Tunisia is largely a desert climate especially in the south but the coastline of the north is a welcome sight and has extremely enjoyable weather nearly year round. The north coast is temperate year round, with warm, rainy winters and hot summers. The Tunisian Sahara area is considered to be more gentle in terms of its climate severity. The temperatures in the height of summer can regularly reach in excess of 40 degrees, making the late spring and late autumn the more ideal times to travel to Tunisia. The climate is great for beach goers, especially in the warmer seasons into early summer. To put it in perspective, early April is typically fairly cool, highs of maybe 20 degrees in the daytime and night time lows around 10 degrees, but by the end of April the temperatures increase to 25-28 day time highs and around fifteen as night time lows and by June the day time temperatures are consistently high twenties into the thirties.
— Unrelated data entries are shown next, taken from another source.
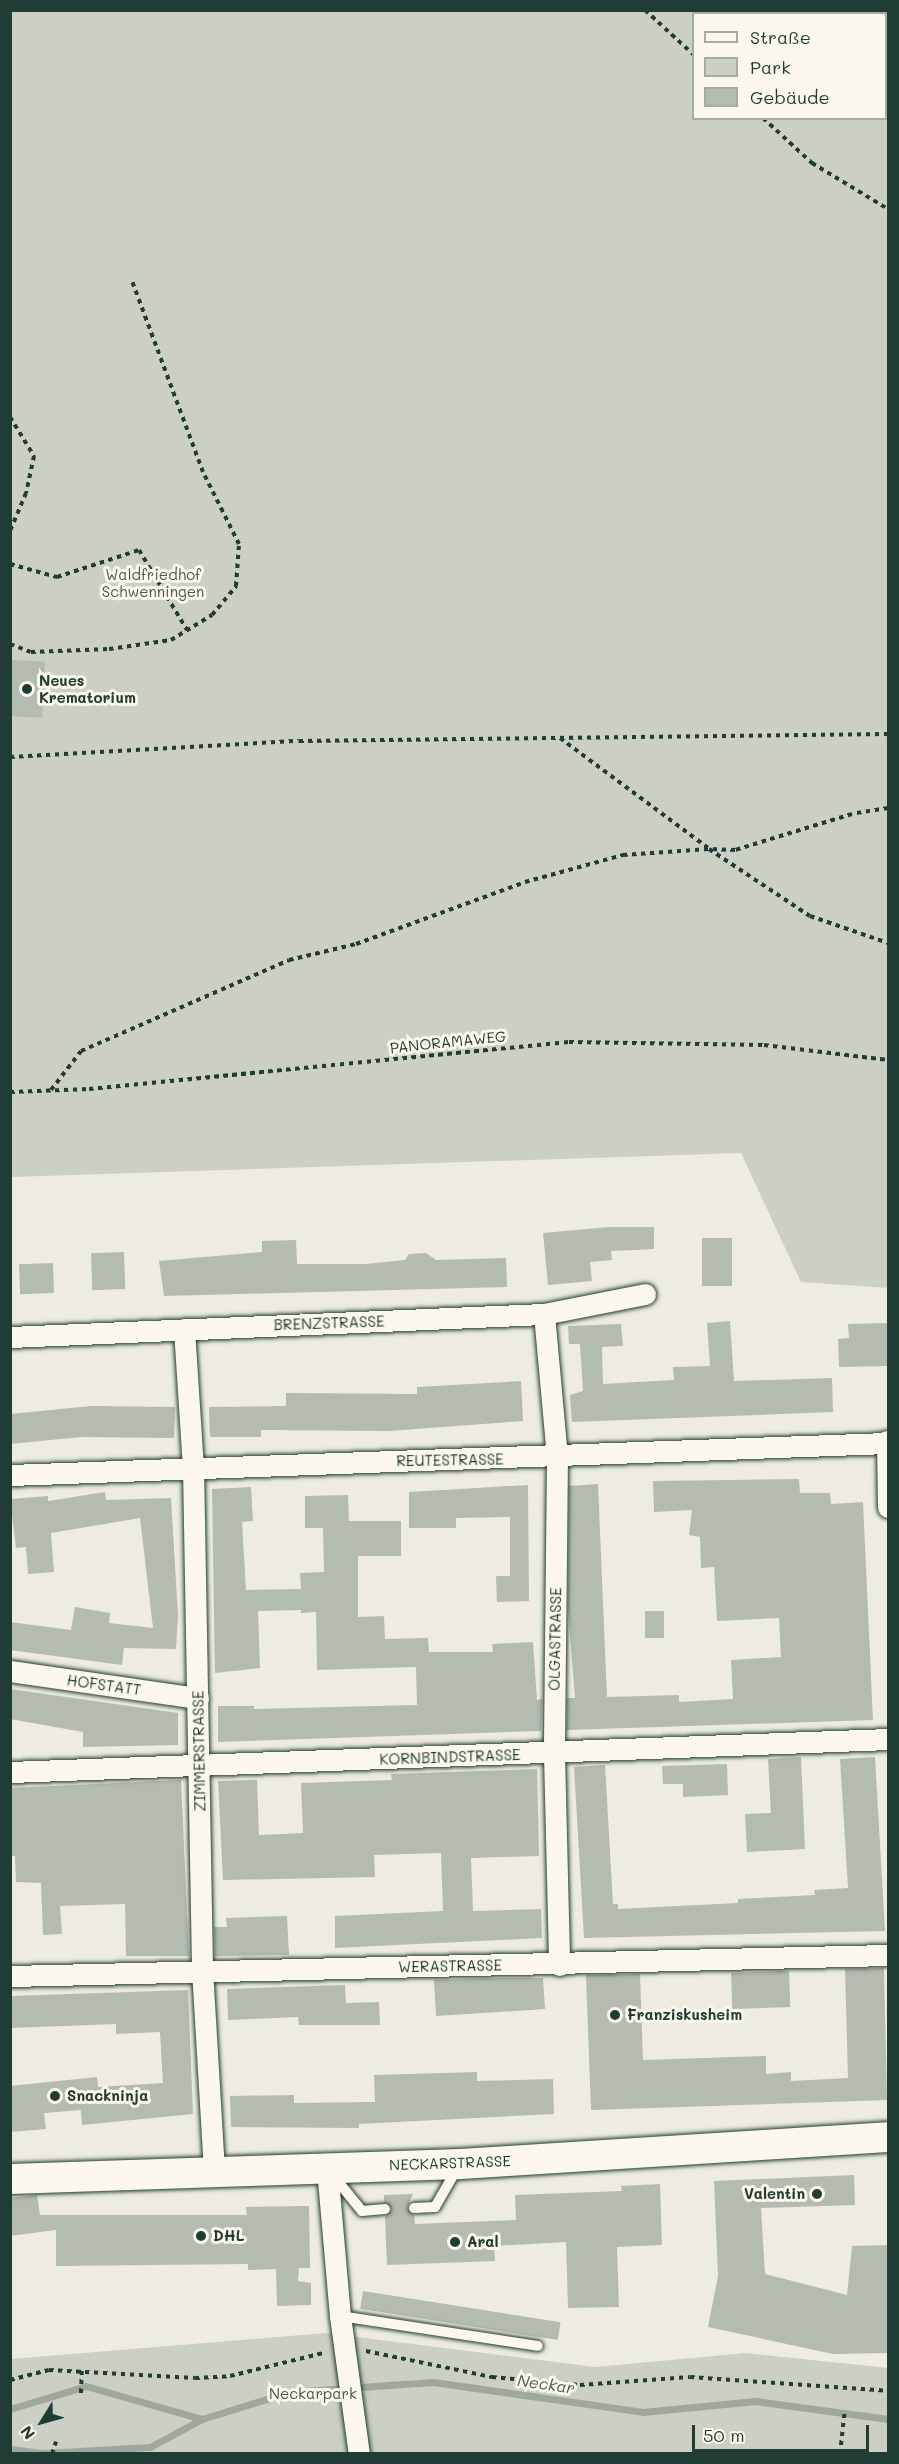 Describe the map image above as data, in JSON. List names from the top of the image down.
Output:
{
  "streets": {
    "main road": ["NECKARSTRASSE"],
    "street": [
      "BRENZSTRASSE",
      "REUTESTRASSE",
      "OLGASTRASSE",
      "HOFSTATT",
      "ZIMMERSTRASSE",
      "KORNBINDSTRASSE",
      "WERASTRASSE"
    ],
    "path": ["PANORAMAWEG"]
  },
  "crossings": [
    ["BRENZSTRASSE", "OLGASTRASSE"],
    ["BRENZSTRASSE", "ZIMMERSTRASSE"],
    ["REUTESTRASSE", "OLGASTRASSE"],
    ["REUTESTRASSE", "ZIMMERSTRASSE"],
    ["OLGASTRASSE", "KORNBINDSTRASSE"],
    ["OLGASTRASSE", "WERASTRASSE"],
    ["HOFSTATT", "ZIMMERSTRASSE"],
    ["ZIMMERSTRASSE", "KORNBINDSTRASSE"],
    ["ZIMMERSTRASSE", "WERASTRASSE"],
    ["ZIMMERSTRASSE", "NECKARSTRASSE"]
  ],
  "water": ["Neckar"],
  "parks": ["Waldfriedhof Schwenningen", "Neckarpark"],
  "places": [
    "Neues Krematorium",
    "Franziskusheim",
    "Snackninja",
    "Valentin",
    "DHL",
    "Aral"
  ],
  "legend": ["Straße", "Park", "Gebäude"],
  "scale_bar": "50 m",
  "north": "bottom left"
}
It’s not uncommon for Tunisia to experience daily temperatures in excess of thirty degrees by the end of June.
Temperatures in the southern desert regions may be cooler in the evenings, even lending themselves to needing some kind of light jacket or thicker clothing if venturing out after dark, but the day time temperaturees can be positively scorching, with no coastal winds to cool it down. That being said though, Tunisia offers a variety of landscapes and mildly different climates, so it’s worth visiting a number of areas of Tunisia.
Tunisia is well serviced by some of the major airlines of Europe and Africa and it’s even possible to access Tunisia by ferry from the likes of Italy and Malta. Internal flights to the likes of Tozeur are available from the International Airport at Tunis as well as other airports in the area. There have been a number of new airports being developed in recent years.
Getting around Tunisia is fairly cheap and straightforward. Rental cars are available but for people not familiar with the road conditions, it may be worth your while to hire a guide to drive for you. Tunisia has an extensive rail network which connects most of the major centres and even towns and cities further out, such as Tozeur. First through second and third class accommodation on trains are comfortable and very affordable. Taxis are widespread but have the habit (as with many other countries) of trying to get more money from tourists than they would locals. It’s a good idea to research or ask around at your hotel reception desk in advance of taking taxis to destinations of what the average cost of a trip would be.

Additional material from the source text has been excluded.